Busting people’s chops over this outtage is pretty unreasonable. Given that most of them follow not just AWS’ advice but pretty much anyone’s advice about multi-AZ closely. Of course there is always room for improvement, more drastic measures to take and more complex setups to run.
AZs are supposed to be different physical locations and all. I can’t recall that kind of simultaneous failure across four datacenters anywhere else.
Mark:
In theory multi-AZ deployment should be better than multi-region deployment. AWS is not ready for multi-region deployment (some of the services are only available in one region such as VPC) and tools like Elastic Balancing support multi-AZ deployment only (see the text below) and additional complexity of dealing with multi-regions may generate more problems and downtimes. And as you pointed out how do we know there is no SPOF between regions?
Elastic Load Balancing
You can build fault tolerant applications by placing your Amazon EC2 instances in multiple Availability Zones. To achieve even more fault tolerance with less manual intervention, you can use Elastic Load Balancing. You get improved fault tolerance by placing your compute instances behind an Elastic Load Balancer, as it can automatically balance traffic across multiple instances and multiple Availability Zones and ensure that only healthy Amazon EC2 instances receive traffic.
I think one of the biggest challenges facing any start-up is how to develop a sustainable DR strategy and plan which takes consideration of the current financial standing of the start-up.

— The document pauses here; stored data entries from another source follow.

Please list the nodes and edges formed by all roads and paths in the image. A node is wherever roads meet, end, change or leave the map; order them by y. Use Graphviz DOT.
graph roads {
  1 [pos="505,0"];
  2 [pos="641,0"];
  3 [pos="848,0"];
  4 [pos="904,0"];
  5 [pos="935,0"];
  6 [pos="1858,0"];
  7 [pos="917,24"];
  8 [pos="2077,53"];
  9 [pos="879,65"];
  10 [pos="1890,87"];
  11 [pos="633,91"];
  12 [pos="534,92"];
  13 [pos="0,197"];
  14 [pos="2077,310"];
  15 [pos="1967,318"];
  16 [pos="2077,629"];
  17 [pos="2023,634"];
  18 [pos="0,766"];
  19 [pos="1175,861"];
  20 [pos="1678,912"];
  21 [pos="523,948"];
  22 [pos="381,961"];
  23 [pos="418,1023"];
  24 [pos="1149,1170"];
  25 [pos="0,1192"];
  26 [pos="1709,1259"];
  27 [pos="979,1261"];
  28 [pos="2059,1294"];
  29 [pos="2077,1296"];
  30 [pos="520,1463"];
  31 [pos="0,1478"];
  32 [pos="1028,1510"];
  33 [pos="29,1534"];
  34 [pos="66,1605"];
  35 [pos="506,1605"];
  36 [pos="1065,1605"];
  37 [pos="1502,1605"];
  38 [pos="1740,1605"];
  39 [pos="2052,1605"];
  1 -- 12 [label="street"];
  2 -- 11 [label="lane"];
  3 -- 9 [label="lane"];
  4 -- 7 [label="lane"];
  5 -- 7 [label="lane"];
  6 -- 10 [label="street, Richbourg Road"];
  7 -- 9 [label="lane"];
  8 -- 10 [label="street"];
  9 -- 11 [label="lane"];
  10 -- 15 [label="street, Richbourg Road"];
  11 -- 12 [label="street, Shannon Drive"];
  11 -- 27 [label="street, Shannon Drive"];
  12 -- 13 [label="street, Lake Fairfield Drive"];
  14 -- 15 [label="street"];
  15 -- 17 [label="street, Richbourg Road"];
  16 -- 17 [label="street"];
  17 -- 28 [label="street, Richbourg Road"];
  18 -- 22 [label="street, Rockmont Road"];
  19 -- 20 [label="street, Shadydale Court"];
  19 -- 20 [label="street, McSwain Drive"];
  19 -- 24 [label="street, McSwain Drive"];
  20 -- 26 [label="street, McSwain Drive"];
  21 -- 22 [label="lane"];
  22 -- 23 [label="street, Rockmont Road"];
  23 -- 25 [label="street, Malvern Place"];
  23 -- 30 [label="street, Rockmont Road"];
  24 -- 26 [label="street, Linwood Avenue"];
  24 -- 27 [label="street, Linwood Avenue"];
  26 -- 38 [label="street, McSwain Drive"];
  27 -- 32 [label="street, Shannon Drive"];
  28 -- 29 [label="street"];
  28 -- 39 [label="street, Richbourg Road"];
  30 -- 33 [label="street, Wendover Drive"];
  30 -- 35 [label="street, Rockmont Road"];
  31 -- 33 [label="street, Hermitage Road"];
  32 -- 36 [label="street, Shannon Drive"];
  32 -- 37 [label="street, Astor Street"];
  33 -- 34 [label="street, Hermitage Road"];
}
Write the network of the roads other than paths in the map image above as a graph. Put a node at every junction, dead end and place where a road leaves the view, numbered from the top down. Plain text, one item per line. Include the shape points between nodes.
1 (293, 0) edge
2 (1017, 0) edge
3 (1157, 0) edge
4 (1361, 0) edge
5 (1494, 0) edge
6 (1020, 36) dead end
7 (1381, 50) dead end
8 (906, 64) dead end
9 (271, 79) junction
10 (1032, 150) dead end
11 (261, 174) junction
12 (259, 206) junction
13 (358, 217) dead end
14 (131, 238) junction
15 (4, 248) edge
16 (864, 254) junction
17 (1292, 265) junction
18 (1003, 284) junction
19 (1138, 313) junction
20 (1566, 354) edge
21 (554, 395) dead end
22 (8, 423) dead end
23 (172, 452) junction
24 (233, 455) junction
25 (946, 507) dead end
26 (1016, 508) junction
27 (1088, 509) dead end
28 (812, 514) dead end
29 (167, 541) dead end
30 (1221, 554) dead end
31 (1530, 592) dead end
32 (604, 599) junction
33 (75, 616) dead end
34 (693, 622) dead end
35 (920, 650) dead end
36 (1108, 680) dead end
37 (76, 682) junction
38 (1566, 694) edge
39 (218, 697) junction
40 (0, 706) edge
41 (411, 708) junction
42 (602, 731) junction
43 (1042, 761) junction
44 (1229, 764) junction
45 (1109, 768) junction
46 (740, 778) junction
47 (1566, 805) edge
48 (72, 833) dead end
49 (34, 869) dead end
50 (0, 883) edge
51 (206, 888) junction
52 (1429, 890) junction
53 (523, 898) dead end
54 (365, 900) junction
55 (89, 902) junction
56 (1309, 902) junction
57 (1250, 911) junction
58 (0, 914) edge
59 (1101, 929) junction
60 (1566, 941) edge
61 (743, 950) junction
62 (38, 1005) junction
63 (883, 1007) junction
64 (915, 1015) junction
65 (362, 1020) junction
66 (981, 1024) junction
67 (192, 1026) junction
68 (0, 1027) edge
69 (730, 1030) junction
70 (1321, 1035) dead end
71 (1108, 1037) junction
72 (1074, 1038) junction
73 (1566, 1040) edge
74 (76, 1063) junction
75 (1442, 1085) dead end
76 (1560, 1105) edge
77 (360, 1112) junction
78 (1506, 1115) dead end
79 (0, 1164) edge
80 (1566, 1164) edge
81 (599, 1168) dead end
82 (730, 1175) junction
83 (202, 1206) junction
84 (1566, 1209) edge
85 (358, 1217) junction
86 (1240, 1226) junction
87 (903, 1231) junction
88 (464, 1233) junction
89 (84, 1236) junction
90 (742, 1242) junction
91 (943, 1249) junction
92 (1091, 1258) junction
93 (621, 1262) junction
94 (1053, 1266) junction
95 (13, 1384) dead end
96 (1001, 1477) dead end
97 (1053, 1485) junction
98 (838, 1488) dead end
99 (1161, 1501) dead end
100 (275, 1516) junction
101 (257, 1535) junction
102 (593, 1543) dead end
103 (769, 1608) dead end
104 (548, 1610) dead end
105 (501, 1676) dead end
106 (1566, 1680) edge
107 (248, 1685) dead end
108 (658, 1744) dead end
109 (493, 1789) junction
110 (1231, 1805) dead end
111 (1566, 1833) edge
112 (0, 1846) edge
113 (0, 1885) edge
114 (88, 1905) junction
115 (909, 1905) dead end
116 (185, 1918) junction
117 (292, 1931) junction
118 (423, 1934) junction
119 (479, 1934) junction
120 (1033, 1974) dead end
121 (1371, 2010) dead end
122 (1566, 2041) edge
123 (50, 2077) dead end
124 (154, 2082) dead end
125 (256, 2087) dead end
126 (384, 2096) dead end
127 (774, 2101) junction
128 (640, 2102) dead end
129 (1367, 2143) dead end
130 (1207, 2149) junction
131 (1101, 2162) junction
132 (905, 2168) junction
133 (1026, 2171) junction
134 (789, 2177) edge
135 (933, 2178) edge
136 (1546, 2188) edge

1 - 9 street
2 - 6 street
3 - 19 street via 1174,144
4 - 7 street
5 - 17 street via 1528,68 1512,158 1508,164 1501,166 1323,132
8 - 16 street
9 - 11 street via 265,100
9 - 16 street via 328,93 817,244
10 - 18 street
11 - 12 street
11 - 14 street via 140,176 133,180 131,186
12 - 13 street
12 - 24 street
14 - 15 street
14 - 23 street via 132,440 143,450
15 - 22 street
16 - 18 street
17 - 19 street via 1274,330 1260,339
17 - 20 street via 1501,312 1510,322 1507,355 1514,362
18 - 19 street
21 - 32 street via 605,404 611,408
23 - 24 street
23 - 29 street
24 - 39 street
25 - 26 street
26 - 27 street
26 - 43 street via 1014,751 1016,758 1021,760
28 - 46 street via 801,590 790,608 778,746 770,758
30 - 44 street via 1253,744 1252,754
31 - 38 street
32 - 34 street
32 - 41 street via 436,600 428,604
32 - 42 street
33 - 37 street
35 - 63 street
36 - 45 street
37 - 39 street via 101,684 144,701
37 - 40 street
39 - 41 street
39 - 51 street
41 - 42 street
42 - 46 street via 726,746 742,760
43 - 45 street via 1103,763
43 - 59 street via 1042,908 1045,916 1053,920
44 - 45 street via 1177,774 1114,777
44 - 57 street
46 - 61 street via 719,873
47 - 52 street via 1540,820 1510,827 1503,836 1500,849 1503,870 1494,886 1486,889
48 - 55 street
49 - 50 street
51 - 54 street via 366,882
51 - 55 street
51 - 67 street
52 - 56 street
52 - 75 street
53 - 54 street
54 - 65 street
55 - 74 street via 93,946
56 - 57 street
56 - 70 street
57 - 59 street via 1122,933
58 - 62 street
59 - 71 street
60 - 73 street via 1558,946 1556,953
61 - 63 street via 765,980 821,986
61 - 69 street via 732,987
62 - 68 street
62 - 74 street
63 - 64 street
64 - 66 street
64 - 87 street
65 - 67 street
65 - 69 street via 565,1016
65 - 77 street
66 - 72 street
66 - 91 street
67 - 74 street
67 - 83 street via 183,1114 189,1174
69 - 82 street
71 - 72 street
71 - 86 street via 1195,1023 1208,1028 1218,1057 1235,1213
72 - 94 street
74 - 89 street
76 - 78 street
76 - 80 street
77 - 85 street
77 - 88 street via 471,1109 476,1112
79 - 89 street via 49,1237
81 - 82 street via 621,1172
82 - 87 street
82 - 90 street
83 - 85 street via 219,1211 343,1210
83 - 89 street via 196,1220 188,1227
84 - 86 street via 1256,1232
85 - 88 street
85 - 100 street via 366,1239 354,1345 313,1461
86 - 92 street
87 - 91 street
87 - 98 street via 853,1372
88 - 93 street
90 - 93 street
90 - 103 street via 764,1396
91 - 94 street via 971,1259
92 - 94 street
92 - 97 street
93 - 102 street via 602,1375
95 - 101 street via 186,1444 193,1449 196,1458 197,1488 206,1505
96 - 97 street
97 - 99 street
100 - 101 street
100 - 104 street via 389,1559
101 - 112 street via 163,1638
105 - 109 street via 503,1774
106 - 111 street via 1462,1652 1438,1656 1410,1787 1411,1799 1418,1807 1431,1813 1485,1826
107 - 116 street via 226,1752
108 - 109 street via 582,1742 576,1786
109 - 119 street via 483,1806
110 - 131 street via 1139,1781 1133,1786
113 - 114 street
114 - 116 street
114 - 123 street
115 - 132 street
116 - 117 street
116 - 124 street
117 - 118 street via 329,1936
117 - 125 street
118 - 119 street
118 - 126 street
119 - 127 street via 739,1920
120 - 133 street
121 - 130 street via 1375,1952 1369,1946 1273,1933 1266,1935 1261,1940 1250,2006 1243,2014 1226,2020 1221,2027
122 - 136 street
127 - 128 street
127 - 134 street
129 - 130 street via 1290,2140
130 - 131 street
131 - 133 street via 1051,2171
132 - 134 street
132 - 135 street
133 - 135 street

I also think many start-ups with good intentions discuss, explore and document DR strategies most appropriate to there business, but how many actually test or execute the DR strategy prior to a major outage.
And it’s not good enough to just test the infrastructure, application and data
You got to literally pull the plug.
While many cloud vendors will claim that they can offer full redundancy and reliability its my opinion that all start-ups where it is financially viable should select two cloud providers i.e. primary and stand-by (DR).
For me, the additional up front costs – duplication of design, test, administration, maintenance effort – strongly argue against using a second provider, though of course that is the ideal from a redundancy point of view.
What would be most useful at this point would be for Amazon to disclose the multi region architecture, so we (customers) can make an independent assessment of whether multi region offers a sufficiently decoupled risk of failure. It also wouldn’t hurt for them to support multi region capability for Load Balancing, preferably working hand in hand with multi region Auto Scaling.
If I was Amazon, that’s what I would be doing for an immediate customer confidence fix. They can tell us they have fixed the SPoFs in the AZ EBS model (the “backplane”), and they can even disclose the (fixed) architecture, but there is still going to be a trust problem there for the AZs, and, by implication, even for multi region DR.